PROBLEM DESCRIPTION
Out of the lines below, please list those that hold the string "Zinnweg".

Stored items
- - - - - - -
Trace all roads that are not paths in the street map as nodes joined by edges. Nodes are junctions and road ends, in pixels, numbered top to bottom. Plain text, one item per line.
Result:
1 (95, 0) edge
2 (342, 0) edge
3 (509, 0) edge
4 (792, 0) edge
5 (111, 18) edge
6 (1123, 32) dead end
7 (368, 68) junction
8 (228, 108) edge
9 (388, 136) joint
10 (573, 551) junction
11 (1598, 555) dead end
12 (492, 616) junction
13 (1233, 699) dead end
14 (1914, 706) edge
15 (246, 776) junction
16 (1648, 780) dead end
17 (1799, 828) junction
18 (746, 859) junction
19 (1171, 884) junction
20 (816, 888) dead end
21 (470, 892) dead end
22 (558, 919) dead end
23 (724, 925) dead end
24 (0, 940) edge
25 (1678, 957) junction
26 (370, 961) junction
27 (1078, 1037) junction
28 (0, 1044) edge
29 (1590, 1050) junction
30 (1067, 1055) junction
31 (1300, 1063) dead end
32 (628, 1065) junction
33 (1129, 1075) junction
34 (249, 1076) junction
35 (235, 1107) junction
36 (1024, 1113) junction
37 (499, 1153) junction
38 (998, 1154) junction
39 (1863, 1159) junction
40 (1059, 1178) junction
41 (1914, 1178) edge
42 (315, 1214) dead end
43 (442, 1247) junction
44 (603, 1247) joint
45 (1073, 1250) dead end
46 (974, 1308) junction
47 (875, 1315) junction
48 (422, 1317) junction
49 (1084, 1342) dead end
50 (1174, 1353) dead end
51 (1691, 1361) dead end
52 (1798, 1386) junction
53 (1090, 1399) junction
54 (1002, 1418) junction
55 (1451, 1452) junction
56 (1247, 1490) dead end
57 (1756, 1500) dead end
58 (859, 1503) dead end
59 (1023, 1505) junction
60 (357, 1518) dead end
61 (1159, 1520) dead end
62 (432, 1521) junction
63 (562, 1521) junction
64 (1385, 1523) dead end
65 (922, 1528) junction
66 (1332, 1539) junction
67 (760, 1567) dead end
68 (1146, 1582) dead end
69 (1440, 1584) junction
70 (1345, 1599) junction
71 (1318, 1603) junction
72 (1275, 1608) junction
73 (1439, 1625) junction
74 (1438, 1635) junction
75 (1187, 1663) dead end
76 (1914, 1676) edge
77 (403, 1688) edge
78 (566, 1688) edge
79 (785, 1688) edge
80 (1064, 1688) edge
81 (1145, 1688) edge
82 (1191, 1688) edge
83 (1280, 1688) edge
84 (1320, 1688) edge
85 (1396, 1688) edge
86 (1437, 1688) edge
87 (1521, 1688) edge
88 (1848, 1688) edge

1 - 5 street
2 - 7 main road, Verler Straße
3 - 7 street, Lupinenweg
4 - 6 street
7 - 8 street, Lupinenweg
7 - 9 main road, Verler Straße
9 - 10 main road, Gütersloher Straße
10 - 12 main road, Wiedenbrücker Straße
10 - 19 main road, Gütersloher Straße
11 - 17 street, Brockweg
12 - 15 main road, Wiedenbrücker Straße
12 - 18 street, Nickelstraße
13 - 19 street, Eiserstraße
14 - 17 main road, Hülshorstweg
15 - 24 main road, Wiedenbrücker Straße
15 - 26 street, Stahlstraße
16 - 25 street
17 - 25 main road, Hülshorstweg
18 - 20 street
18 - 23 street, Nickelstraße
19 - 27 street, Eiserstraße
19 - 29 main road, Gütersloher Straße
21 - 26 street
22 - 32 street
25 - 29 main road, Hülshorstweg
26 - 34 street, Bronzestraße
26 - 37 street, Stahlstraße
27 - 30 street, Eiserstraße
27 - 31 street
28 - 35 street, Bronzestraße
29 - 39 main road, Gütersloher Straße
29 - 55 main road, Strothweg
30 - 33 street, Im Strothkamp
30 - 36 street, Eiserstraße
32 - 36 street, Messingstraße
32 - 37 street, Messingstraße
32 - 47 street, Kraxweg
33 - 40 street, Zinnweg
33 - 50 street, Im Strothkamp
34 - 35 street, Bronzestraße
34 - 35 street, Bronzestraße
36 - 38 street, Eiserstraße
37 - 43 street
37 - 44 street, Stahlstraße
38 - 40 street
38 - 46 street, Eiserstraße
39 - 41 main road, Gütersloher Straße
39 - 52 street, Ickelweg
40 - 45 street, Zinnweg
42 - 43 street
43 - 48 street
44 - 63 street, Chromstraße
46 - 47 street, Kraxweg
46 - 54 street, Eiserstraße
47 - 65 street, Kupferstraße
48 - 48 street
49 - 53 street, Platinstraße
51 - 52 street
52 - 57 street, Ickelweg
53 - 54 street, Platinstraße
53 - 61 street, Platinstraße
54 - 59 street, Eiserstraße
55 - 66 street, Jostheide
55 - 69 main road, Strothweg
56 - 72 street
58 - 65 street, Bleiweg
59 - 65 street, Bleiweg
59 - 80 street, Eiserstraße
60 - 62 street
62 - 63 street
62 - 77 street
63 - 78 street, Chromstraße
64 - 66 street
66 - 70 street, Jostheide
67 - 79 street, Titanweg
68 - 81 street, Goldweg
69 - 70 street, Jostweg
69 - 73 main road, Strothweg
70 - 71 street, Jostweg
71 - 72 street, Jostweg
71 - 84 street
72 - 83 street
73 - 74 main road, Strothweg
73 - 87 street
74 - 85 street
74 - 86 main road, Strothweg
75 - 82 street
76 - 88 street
- - - - - - -
WRITTEN RESPONSE
33 - 40 street, Zinnweg
40 - 45 street, Zinnweg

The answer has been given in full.